#### Exercise:
Below are records to transcribe in full and unchanged; omit every picture.

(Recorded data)
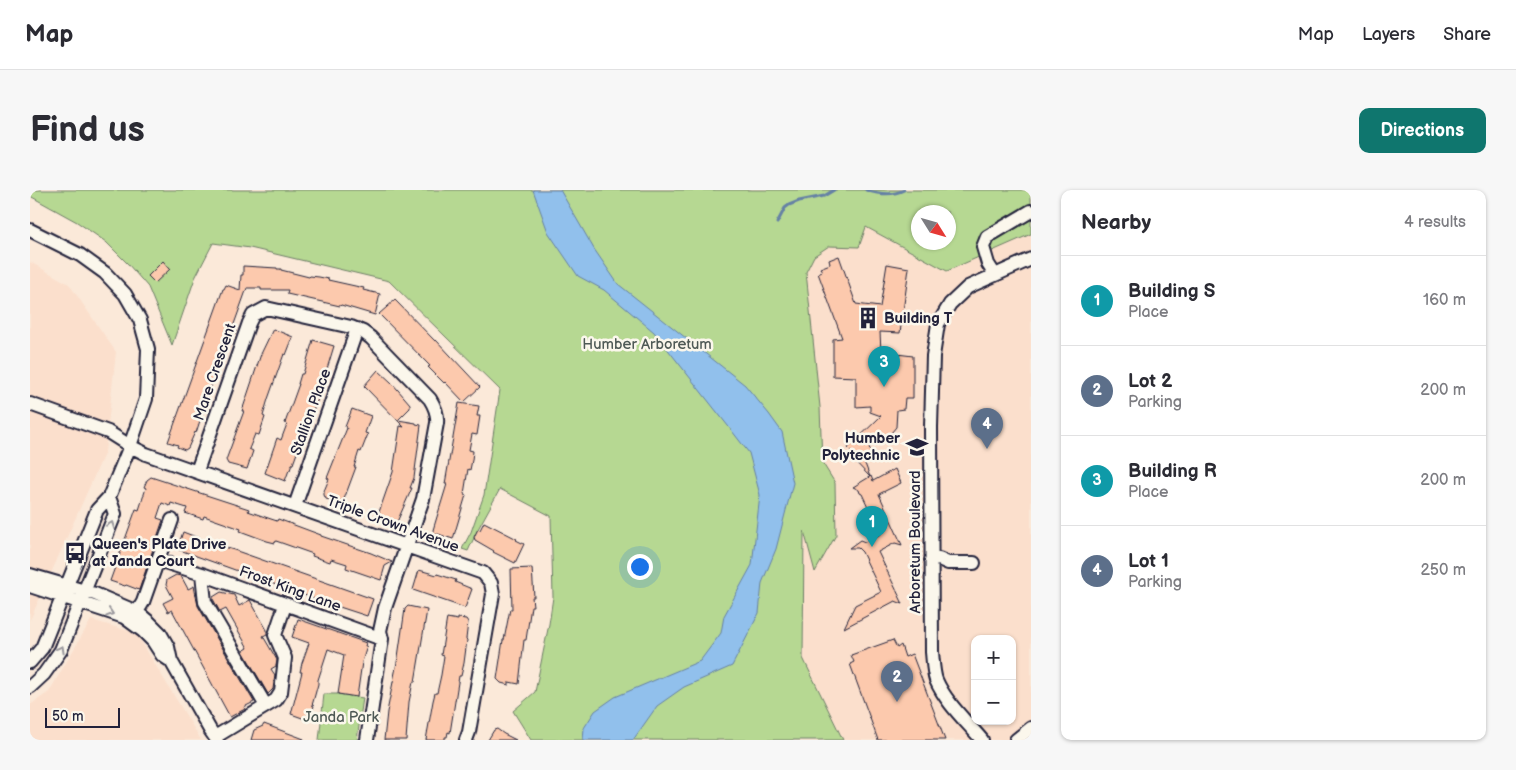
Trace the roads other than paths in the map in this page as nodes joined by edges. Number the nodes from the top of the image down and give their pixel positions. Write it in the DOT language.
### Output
graph roads {
  1 [pos="1031,211"];
  2 [pos="30,230"];
  3 [pos="1031,259"];
  4 [pos="995,274"];
  5 [pos="357,329"];
  6 [pos="30,404"];
  7 [pos="130,446"];
  8 [pos="197,471"];
  9 [pos="109,497"];
  10 [pos="295,506"];
  11 [pos="172,520"];
  12 [pos="407,546"];
  13 [pos="158,560"];
  14 [pos="935,560"];
  15 [pos="968,563"];
  16 [pos="202,574"];
  17 [pos="30,575"];
  18 [pos="30,586"];
  19 [pos="65,592"];
  20 [pos="83,597"];
  21 [pos="285,605"];
  22 [pos="137,612"];
  23 [pos="382,639"];
  24 [pos="171,661"];
  25 [pos="30,662"];
  26 [pos="30,687"];
  27 [pos="266,706"];
  28 [pos="1031,728"];
  29 [pos="216,738"];
  30 [pos="367,740"];
  31 [pos="466,740"];
  32 [pos="982,740"];
  33 [pos="1016,740"];
  1 -- 4 [label="street"];
  2 -- 7 [label="street"];
  3 -- 4 [label="street, Arboretum Boulevard"];
  4 -- 14 [label="street, Arboretum Boulevard"];
  5 -- 8 [label="street, Mare Crescent"];
  5 -- 10 [label="street, Stallion Place"];
  5 -- 12 [label="street, Mare Crescent"];
  6 -- 7 [label="street, Triple Crown Avenue"];
  7 -- 8 [label="street, Triple Crown Avenue"];
  7 -- 9 [label="street"];
  8 -- 10 [label="street, Triple Crown Avenue"];
  9 -- 19 [label="street"];
  20 -- 9 [label="street, one-way"];
  10 -- 12 [label="street, Triple Crown Avenue"];
  11 -- 13 [label="street"];
  12 -- 23 [label="street, Mare Crescent"];
  12 -- 31 [label="street, Triple Crown Avenue"];
  13 -- 16 [label="street, Frost King Lane"];
  13 -- 22 [label="street"];
  14 -- 15 [label="street"];
  14 -- 32 [label="street, Arboretum Boulevard"];
  16 -- 21 [label="street, Frost King Lane"];
  16 -- 27 [label="street"];
  17 -- 19 [label="street"];
  18 -- 19 [label="street"];
  19 -- 20 [label="street"];
  19 -- 25 [label="street"];
  20 -- 22 [label="street"];
  20 -- 24 [label="street, one-way"];
  26 -- 20 [label="street, one-way"];
  21 -- 23 [label="street, Frost King Lane"];
  21 -- 27 [label="street"];
  22 -- 24 [label="street"];
  23 -- 30 [label="street, Mare Crescent"];
  24 -- 29 [label="street"];
  27 -- 29 [label="street"];
  28 -- 33 [label="street"];
}
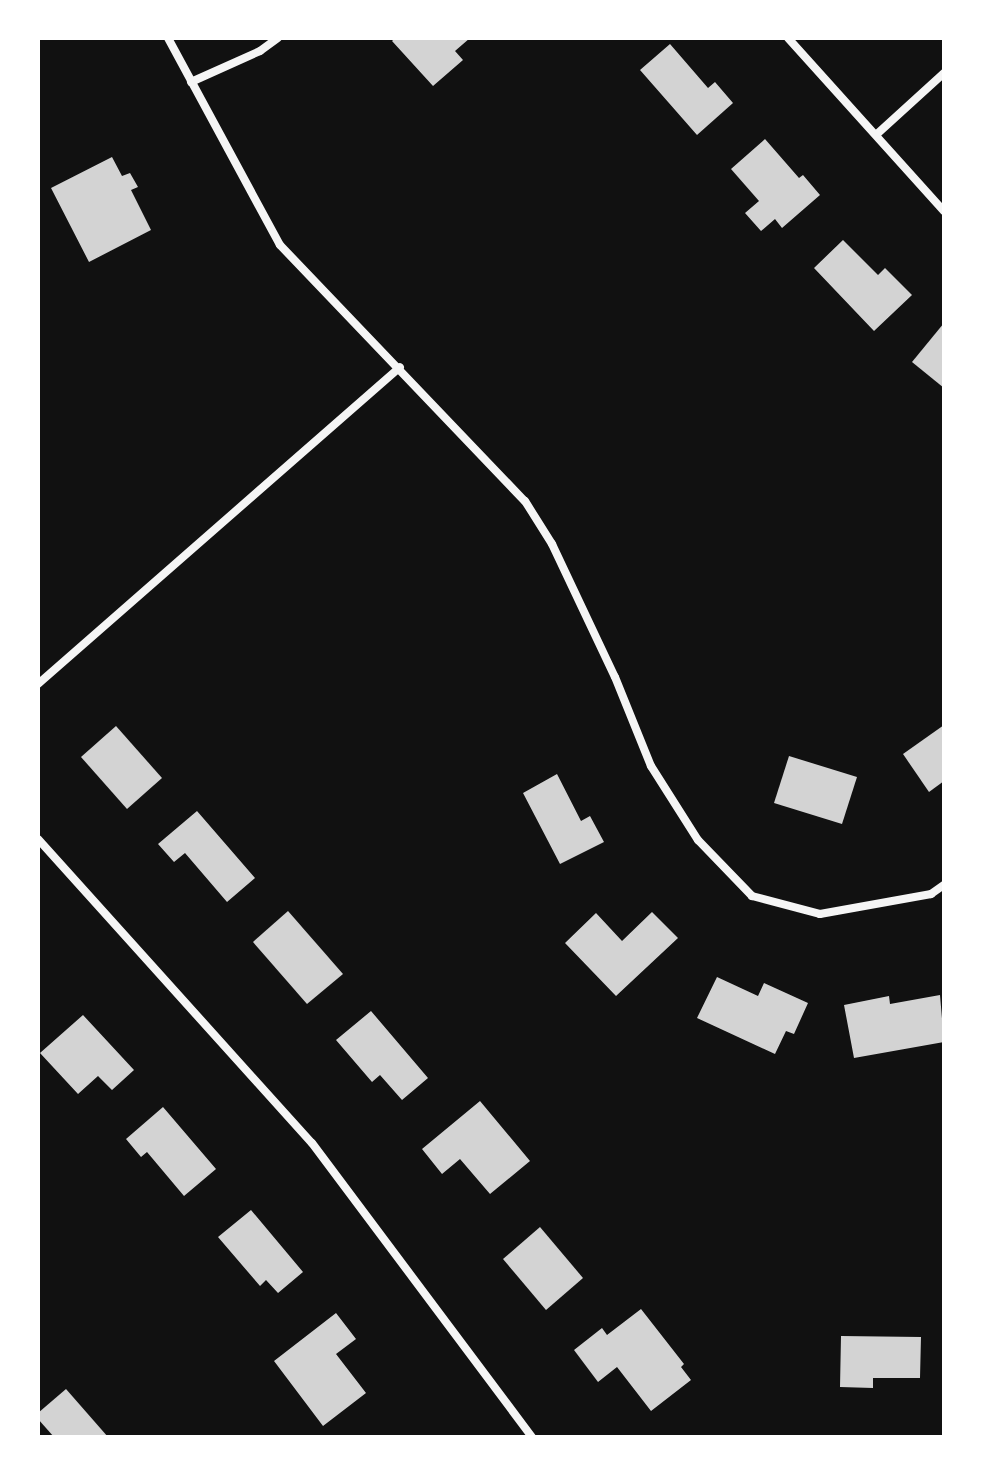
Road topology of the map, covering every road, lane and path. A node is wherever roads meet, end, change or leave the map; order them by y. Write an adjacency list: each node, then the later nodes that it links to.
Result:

#### Task answer:
Trace the roads other than paths in the map in this page as nodes joined by edges. Number the nodes from the top of the image down and give their pixel positions. Write it in the DOT language.
### Output
graph roads {
  1 [pos="1031,211"];
  2 [pos="30,230"];
  3 [pos="1031,259"];
  4 [pos="995,274"];
  5 [pos="357,329"];
  6 [pos="30,404"];
  7 [pos="130,446"];
  8 [pos="197,471"];
  9 [pos="109,497"];
  10 [pos="295,506"];
  11 [pos="172,520"];
  12 [pos="407,546"];
  13 [pos="158,560"];
  14 [pos="935,560"];
  15 [pos="968,563"];
  16 [pos="202,574"];
  17 [pos="30,575"];
  18 [pos="30,586"];
  19 [pos="65,592"];
  20 [pos="83,597"];
  21 [pos="285,605"];
  22 [pos="137,612"];
  23 [pos="382,639"];
  24 [pos="171,661"];
  25 [pos="30,662"];
  26 [pos="30,687"];
  27 [pos="266,706"];
  28 [pos="1031,728"];
  29 [pos="216,738"];
  30 [pos="367,740"];
  31 [pos="466,740"];
  32 [pos="982,740"];
  33 [pos="1016,740"];
  1 -- 4 [label="street"];
  2 -- 7 [label="street"];
  3 -- 4 [label="street, Arboretum Boulevard"];
  4 -- 14 [label="street, Arboretum Boulevard"];
  5 -- 8 [label="street, Mare Crescent"];
  5 -- 10 [label="street, Stallion Place"];
  5 -- 12 [label="street, Mare Crescent"];
  6 -- 7 [label="street, Triple Crown Avenue"];
  7 -- 8 [label="street, Triple Crown Avenue"];
  7 -- 9 [label="street"];
  8 -- 10 [label="street, Triple Crown Avenue"];
  9 -- 19 [label="street"];
  20 -- 9 [label="street, one-way"];
  10 -- 12 [label="street, Triple Crown Avenue"];
  11 -- 13 [label="street"];
  12 -- 23 [label="street, Mare Crescent"];
  12 -- 31 [label="street, Triple Crown Avenue"];
  13 -- 16 [label="street, Frost King Lane"];
  13 -- 22 [label="street"];
  14 -- 15 [label="street"];
  14 -- 32 [label="street, Arboretum Boulevard"];
  16 -- 21 [label="street, Frost King Lane"];
  16 -- 27 [label="street"];
  17 -- 19 [label="street"];
  18 -- 19 [label="street"];
  19 -- 20 [label="street"];
  19 -- 25 [label="street"];
  20 -- 22 [label="street"];
  20 -- 24 [label="street, one-way"];
  26 -- 20 [label="street, one-way"];
  21 -- 23 [label="street, Frost King Lane"];
  21 -- 27 [label="street"];
  22 -- 24 [label="street"];
  23 -- 30 [label="street, Mare Crescent"];
  24 -- 29 [label="street"];
  27 -- 29 [label="street"];
  28 -- 33 [label="street"];
}
Road topology of the map, covering every road, lane and path. A node is wherever roads meet, end, change or leave the map; order them by y. Write an adjacency list: each node, then the later nodes that it links to.
Result:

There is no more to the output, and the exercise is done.